▶ The problem: Work out the number of lines in the listing below that include "then", and answer with it alone.

▶ Source information:
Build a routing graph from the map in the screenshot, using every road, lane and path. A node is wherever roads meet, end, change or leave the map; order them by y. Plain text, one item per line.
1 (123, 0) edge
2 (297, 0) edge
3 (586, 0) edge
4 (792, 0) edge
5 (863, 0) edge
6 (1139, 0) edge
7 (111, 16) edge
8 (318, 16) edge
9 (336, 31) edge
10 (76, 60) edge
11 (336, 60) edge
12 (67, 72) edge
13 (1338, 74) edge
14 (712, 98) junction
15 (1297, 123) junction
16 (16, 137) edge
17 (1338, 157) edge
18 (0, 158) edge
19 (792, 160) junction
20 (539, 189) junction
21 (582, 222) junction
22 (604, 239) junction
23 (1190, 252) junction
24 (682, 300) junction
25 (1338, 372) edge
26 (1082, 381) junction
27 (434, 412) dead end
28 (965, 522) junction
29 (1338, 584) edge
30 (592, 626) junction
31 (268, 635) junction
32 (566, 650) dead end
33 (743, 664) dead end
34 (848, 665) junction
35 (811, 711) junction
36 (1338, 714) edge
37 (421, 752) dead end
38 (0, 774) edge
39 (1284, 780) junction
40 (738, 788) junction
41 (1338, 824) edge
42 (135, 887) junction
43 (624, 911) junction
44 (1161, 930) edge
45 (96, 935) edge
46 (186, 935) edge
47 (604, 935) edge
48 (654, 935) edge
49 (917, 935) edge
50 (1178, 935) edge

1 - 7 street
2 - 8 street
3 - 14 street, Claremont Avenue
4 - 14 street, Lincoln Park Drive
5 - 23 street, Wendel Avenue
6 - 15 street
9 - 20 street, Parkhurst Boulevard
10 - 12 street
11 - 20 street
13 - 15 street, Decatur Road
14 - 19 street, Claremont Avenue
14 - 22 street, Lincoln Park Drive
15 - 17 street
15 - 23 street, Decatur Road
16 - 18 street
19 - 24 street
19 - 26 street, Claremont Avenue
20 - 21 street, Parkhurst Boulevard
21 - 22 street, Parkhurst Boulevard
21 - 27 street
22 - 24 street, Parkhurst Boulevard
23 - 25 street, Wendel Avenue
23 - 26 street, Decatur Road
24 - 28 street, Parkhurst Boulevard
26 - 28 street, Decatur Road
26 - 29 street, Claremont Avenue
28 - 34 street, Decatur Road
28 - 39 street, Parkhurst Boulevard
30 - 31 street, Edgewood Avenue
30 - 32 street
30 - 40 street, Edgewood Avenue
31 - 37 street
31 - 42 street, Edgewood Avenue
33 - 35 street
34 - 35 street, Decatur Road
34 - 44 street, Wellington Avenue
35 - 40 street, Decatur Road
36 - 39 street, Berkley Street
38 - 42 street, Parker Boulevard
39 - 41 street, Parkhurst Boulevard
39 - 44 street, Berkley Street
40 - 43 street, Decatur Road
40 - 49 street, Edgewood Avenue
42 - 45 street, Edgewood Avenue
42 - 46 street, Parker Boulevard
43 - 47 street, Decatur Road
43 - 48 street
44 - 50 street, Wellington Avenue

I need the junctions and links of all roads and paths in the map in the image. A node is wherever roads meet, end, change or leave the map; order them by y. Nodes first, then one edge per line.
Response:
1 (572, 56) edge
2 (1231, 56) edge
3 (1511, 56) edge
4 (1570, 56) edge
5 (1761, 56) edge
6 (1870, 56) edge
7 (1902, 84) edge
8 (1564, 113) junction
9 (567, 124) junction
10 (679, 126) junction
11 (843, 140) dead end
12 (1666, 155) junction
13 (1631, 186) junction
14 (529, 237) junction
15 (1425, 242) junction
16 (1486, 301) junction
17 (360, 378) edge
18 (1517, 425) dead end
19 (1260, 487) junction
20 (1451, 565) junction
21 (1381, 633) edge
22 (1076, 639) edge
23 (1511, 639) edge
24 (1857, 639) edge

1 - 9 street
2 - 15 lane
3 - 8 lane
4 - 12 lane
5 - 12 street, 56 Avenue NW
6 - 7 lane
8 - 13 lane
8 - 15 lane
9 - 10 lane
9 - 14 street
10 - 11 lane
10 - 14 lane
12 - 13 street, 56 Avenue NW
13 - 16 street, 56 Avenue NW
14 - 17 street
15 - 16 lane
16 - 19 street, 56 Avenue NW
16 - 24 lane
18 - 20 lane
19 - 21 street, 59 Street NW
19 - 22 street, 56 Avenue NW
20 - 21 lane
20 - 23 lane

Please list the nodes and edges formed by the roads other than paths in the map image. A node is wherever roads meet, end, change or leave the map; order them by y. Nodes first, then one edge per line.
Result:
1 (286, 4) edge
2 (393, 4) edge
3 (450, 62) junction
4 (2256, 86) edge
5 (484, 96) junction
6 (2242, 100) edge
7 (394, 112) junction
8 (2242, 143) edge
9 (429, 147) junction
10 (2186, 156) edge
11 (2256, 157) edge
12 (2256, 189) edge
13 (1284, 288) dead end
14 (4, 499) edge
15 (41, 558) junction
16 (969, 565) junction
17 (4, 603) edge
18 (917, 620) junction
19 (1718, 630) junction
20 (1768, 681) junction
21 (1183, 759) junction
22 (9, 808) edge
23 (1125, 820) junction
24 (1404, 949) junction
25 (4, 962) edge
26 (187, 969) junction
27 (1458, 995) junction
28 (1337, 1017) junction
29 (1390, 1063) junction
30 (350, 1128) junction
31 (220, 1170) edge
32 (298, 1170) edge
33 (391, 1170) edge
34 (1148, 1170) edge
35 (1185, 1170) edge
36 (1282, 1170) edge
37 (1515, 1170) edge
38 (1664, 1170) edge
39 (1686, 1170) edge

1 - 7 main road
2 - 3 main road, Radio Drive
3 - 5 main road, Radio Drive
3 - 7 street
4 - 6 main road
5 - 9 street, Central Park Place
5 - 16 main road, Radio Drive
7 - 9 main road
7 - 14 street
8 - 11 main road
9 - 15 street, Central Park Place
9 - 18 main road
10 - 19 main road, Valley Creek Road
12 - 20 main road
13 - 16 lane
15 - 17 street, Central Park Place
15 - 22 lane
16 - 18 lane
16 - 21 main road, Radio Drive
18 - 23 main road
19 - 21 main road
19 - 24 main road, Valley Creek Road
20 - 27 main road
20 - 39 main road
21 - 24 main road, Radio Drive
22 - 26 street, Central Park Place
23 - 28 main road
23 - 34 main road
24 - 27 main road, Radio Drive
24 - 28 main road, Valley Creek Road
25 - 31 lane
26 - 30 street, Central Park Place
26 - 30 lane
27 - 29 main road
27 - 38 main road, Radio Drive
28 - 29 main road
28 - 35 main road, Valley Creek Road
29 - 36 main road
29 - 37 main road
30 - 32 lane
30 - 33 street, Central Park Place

▶ Exercise response: 2